Progress with the reverse takeover of Big Sofa
The Company is continuing to make good progress with the possible reverse takeover of Big Sofa and the Board remains of the view that this acquisition is an attractive proposition for New World shareholders. Big Sofa is continuing to win new mandates from a number of leading companies and is expanding internationally, particularly in the United States where a number of its important clients are based. Big Sofa is now becoming increasingly well-established within the fast growing global video insight and analytics sector. The company has also recently made a number of key appointments and is therefore now well-resourced to capitalise on its recent contract wins and convert a number of new business opportunities. Further details on the company's progress and operations can be found on the Big Sofa website at www.bigsofa.co.uk.
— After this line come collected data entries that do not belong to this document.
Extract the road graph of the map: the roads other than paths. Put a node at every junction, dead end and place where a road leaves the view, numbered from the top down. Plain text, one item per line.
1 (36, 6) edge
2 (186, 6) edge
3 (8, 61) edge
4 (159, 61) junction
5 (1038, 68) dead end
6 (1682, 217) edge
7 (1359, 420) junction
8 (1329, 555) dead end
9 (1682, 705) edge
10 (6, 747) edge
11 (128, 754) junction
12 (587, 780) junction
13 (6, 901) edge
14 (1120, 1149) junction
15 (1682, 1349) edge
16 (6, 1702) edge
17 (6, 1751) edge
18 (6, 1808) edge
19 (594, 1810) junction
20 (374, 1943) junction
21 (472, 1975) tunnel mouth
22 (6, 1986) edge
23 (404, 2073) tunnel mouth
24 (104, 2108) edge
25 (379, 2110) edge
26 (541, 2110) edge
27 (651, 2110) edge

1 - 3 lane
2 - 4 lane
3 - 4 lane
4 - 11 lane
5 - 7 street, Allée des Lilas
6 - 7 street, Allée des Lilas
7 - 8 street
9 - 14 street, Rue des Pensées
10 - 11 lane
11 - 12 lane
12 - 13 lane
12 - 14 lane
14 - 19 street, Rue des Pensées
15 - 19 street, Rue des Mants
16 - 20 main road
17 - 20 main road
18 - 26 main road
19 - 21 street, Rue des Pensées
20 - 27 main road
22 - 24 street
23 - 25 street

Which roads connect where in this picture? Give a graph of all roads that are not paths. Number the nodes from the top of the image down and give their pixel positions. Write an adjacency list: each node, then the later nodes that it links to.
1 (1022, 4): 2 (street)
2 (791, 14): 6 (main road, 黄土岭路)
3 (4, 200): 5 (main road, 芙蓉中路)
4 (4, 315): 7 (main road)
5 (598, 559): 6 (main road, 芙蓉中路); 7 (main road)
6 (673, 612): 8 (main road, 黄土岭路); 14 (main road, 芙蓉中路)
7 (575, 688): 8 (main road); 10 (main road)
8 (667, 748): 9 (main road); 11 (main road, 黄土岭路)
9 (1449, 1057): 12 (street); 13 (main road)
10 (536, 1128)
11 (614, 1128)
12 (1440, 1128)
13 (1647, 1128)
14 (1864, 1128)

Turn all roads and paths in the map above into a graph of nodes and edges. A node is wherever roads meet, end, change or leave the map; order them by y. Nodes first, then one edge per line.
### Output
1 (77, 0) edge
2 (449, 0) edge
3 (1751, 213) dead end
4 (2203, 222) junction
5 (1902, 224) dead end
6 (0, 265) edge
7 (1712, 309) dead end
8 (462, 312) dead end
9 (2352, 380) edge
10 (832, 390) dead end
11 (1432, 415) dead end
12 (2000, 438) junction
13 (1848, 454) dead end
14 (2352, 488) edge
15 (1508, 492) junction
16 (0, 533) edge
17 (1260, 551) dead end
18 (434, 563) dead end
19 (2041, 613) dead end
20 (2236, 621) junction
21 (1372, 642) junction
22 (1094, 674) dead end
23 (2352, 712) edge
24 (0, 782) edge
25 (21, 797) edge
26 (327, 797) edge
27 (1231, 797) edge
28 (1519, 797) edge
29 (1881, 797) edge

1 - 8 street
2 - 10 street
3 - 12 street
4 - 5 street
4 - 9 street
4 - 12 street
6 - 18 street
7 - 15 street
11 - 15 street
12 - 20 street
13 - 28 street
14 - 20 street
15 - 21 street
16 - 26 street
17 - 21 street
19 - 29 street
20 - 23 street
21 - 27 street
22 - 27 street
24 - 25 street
New World expects to provide a further update on the transaction in due course.
Further loan to Big Sofa
Given the progress that Big Sofa has made to date, the Board has decided to provide Big Sofa with a further loan of GBP100,000, in addition to the GBP500,000 already advanced as announced on 19 July 2016, and on the same terms, in order to provide additional working capital to support this rapid growth.
Oil and gas licences
As previously reported, the Company's only remaining oil and gas asset is the Blue Creek Production Sharing Agreement in Belize, which is due to expire on 31 October 2016. The Board confirms that the Company is currently seeking to dispose or relinquish this asset. The Company has also commenced the process of dissolving the subsidiaries associated with its Danish licences which were relinquished in September 2015.
As announced on 9 May 2016, trading in the Company's shares were suspended given that the possible acquisition of Big Sofa (the "Acquisition") would amount to a reverse takeover under the AIM Rules, pending the publication of the required AIM admission document or confirmation that the Acquisition is not proceeding.
Upon completion of any disposal or expiry of the Company's existing oil and gas assets prior to the Acquisition, the Company will become an AIM Rule 15 cash shell.
Annual General Meeting
A notice convening an Annual General Meeting ("AGM") of the Company will be sent to shareholders shortly and a copy of this notice will be made available on the Company's website at www.nwoilgas.com. The principal purpose of the AGM will be for shareholders to approve the Report and Accounts for the year to 31 December 2015 (which are also available on the Company's website), and approve the adoption of a new set of articles which are more appropriate for the Company going forward."
|An appropriate name change, in view of the company's 2% interest in Horse Hill Developments Ltd:
03/08/2016 14:51 UKREG Evocutis PLC Change of Name
"Evocutis (AIM: EVO, ISDX: EVO) announces that today the name of the Company has been changed to Gunsynd plc.
As of 7am on 4 August 2016, the Company will adopt the ticker GUN.
This announcement contains inside information for the purposes of Article 7 of EU Regulation 596/2014
The directors of Evocutis Plc accept responsibility for this announcement."
"Gunsynd (4 October 1967 – 29 April 1983) was a champion Australian Thoroughbred racehorse who won 29 races and A$280,455 in prize money. In his seven starts over one mile (1,600 metres) he was only once defeated, by half-a-head in the Epsom Handicap."